Map messages that contain JSON

When the data format for the key or value is JSON, the DataStax Apache Pulsar™ connector mapping can include individual fields in the JSON structure.

JSON records in Pulsar can have a schema associated with them, but this isn’t required.

Mapping requirements

When mapping fields to columns, the following requirements apply:

  • The data in the Pulsar field must be compatible with the mapped column’s data type.
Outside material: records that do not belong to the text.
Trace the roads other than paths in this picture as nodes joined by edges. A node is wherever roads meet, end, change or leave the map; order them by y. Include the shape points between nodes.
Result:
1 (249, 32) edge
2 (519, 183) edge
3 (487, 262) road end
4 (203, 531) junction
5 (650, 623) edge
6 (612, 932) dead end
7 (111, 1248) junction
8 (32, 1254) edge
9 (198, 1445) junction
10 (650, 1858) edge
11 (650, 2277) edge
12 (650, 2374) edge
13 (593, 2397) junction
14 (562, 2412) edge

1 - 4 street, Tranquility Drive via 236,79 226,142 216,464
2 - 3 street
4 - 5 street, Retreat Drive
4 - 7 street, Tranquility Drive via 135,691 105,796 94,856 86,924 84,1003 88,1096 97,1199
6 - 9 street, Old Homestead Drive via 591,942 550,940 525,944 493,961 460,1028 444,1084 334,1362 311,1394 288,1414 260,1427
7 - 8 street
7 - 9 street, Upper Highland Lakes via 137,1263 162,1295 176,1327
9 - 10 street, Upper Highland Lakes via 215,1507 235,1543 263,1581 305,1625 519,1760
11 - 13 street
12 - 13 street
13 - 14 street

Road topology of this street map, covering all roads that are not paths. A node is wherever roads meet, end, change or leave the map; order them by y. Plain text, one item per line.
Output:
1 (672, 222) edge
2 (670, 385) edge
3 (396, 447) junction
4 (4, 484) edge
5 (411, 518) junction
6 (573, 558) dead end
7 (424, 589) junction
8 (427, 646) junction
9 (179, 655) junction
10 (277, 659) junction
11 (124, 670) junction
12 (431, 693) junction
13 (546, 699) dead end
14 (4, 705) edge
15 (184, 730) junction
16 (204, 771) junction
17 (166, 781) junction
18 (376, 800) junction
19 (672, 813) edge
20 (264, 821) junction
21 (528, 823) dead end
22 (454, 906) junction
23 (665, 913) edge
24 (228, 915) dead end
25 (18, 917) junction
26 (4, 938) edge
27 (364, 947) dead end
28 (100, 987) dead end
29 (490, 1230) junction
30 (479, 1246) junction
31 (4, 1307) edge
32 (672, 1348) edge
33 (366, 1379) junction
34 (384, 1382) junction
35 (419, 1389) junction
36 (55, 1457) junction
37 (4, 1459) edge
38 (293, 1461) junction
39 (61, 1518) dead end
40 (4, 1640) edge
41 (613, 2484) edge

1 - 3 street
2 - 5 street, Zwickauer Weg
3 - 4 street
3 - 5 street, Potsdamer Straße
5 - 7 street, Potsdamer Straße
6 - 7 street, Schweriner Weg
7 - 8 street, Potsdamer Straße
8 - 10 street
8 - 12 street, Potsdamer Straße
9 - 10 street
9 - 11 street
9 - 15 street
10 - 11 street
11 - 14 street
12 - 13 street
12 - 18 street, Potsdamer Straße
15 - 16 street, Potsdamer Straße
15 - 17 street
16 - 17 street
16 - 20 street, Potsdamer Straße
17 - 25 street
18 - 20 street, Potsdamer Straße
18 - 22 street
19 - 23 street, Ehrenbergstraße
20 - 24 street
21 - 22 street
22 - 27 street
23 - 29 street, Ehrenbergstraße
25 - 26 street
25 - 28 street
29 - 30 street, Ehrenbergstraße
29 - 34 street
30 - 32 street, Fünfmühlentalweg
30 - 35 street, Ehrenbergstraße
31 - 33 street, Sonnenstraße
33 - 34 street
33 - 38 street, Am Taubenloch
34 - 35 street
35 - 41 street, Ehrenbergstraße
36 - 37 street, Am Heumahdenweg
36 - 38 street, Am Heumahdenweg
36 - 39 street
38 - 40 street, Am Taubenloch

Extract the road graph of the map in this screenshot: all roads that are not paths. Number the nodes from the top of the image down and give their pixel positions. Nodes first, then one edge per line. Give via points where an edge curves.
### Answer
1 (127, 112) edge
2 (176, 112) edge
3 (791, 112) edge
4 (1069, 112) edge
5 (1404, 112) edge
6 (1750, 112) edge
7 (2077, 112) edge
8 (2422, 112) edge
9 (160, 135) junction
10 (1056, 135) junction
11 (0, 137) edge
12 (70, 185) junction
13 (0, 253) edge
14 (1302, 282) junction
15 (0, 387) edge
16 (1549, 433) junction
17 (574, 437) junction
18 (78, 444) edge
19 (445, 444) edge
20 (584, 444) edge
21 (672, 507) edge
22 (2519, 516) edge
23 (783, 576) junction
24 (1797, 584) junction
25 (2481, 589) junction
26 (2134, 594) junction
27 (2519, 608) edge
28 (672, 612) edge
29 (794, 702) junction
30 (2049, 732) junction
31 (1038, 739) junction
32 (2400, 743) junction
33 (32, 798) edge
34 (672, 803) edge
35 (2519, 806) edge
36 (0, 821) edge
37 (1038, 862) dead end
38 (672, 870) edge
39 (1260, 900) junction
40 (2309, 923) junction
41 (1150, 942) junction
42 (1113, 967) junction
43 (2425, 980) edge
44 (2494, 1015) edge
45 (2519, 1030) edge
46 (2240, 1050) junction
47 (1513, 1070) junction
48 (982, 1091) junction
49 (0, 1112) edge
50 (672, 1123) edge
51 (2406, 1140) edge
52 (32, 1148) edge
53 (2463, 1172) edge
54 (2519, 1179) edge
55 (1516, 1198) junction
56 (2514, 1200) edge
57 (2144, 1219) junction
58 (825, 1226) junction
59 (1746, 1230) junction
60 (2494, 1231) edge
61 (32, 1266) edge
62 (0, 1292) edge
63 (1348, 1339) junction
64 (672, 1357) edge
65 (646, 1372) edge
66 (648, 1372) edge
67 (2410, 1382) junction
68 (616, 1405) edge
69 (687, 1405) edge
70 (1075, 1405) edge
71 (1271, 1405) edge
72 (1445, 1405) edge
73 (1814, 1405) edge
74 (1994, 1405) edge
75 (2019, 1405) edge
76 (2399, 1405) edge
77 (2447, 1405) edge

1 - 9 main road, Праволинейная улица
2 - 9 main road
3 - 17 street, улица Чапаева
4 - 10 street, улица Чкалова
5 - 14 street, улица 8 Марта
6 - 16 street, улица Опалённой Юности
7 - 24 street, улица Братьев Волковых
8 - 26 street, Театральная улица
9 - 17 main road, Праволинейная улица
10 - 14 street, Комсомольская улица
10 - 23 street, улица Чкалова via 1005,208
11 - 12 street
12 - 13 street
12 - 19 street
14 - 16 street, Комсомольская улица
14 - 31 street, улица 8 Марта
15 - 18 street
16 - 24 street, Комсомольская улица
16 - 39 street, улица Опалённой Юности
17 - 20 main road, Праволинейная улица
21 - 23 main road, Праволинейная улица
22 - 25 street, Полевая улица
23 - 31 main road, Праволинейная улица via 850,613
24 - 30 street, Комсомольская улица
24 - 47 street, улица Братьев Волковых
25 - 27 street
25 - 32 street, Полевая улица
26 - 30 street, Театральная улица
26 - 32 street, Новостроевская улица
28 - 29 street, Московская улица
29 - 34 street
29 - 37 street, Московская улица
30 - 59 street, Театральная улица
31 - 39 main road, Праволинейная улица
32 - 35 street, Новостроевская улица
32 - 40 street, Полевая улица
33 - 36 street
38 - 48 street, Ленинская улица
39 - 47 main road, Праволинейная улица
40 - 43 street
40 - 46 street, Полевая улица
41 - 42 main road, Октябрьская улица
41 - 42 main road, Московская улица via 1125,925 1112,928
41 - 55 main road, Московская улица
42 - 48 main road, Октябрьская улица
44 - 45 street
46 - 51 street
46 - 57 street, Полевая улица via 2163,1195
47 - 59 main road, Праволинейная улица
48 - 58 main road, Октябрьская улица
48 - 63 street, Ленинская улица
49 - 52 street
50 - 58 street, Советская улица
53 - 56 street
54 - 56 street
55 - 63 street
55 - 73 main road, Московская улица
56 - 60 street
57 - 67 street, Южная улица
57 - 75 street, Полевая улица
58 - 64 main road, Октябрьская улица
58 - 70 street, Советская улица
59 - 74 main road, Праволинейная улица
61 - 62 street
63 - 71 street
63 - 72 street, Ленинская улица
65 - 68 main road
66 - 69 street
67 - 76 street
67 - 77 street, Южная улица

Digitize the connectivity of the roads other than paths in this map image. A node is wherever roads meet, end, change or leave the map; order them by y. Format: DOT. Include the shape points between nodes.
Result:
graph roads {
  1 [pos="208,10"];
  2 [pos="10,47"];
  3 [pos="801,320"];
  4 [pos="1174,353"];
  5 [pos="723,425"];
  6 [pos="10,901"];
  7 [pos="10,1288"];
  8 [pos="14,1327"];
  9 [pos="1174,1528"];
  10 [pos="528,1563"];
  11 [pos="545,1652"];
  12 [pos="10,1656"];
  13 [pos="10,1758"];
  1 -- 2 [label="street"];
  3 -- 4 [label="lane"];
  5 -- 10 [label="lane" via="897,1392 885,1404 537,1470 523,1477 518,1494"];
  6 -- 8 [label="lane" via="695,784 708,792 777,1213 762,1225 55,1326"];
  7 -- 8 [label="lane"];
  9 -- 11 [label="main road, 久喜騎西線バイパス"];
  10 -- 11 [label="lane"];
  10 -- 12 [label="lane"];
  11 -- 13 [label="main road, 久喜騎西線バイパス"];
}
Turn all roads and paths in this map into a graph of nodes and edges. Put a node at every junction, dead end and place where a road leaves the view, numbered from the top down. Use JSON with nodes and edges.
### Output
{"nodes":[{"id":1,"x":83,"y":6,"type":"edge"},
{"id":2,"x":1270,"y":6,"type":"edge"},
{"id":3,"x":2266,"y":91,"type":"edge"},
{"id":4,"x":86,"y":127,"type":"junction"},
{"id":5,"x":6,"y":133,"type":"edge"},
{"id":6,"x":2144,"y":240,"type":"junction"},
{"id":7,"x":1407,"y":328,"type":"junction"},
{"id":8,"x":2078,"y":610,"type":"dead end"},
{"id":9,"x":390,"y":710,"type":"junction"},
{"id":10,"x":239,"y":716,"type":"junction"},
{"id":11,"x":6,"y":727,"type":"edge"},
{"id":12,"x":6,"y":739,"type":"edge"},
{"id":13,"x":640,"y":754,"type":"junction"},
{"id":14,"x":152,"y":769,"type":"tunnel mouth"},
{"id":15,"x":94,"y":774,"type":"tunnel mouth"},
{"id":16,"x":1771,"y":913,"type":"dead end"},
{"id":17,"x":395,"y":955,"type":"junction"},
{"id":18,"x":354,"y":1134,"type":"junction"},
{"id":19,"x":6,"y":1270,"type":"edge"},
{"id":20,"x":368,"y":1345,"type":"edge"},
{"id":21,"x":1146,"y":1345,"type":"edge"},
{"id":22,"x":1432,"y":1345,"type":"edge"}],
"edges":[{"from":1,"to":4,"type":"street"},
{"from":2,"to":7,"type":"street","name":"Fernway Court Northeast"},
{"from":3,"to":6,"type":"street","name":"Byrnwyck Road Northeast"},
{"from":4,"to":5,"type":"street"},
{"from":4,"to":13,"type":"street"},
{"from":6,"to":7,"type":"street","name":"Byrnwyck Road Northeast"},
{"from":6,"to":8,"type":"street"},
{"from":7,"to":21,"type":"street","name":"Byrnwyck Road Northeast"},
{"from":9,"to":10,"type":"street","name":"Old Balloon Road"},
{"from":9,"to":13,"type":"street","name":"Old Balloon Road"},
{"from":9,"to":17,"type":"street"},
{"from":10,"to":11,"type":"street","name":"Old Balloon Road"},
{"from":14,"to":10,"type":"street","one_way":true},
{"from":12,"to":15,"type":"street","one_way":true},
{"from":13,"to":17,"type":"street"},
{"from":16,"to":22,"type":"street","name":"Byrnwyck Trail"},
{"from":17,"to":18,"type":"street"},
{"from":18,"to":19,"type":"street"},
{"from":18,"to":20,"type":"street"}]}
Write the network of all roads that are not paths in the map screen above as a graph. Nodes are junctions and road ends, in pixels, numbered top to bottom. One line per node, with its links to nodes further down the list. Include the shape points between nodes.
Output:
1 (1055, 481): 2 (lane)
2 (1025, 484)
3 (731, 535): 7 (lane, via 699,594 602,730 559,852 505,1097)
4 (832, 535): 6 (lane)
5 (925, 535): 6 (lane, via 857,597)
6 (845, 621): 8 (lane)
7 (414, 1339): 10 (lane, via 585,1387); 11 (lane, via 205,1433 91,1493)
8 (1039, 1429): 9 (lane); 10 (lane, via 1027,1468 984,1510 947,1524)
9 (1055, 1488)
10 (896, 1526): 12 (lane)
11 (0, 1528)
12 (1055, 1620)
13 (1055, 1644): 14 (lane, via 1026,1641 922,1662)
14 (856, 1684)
For example, a string field cannot map to a number column.

  • A Pulsar field mapped to a table’s primary key (PK) column must always contain data because primary key columns don’t allow nulls.

  • All primary key columns must have a mapping because primary key columns don’t allow nulls.

Map messages that contain basic and JSON fields

When the data format for the message key or value is JSON, the DataStax Apache Pulsar™ connector mapping can include individual fields in the JSON structure.

In the following example, the key is a text field and the value is JSON. The key is mapped to a name field, and each of the JSON fields are mapped to a separate column in the table.

key value

APPLE

{
  "symbol":"APPL",
  "value":208,
  "exchange":"NASDAQ",
  "industry":"TECH",
  "ts":"2018-11-26T19:26:27.483"
}

EXXON MOBIL

{
  "symbol":"M",
  "value":80,
  "exchange":"NYSE",
  "industry":"ENERGY",
  "ts":"2018-11-26T19:26:27.483"
}

GENERAL MOTORS

{
  "symbol":"GM",
  "value":38,
  "exchange":"NYSE",
  "industry":"AUTO",
  "ts":"2018-11-26T19:26:27.483"
}

AT&T

{
  "symbol":"AT&T",
  "value":33,
  "exchange":"NYSE",
  "industry":"TELECOM",
  "ts":"2018-11-26T19:26:27.483"
}

FORD MOTORS

{
  "symbol":"F",
  "value":10,
  "exchange":"NYSE",
  "industry":"AUTO",
  "ts":"2018-11-26T19:26:27.483"
}
  1. Create a keyspace in your database.

    This example creates a keyspace named stocks_keyspace:

    cqlsh -e "CREATE KEYSPACE stocks_keyspace \
      WITH replication = {'class': 'NetworkTopologyStrategy',\
      'Cassandra': 1};"

    For DSE and Cassandra clusters, make sure that the keyspace is replicated to a datacenter set in the connector’s contactPoints parameter. DSE datacenter names are case sensitive. Use nodetool ring to get a list of datacenters.

  2. Create a table.

    This example creates a table named stocks_table with six columns:

    cqlsh -e "CREATE TABLE stocks_keyspace.stocks_table ( \
      symbol text, \
      ts timestamp, \
      exchange text, \
      industry text, \
      name text, \
      value double, \
      PRIMARY KEY (symbol, ts));"
  3. For DSE, verify that all nodes have the same schema version using nodetool describering.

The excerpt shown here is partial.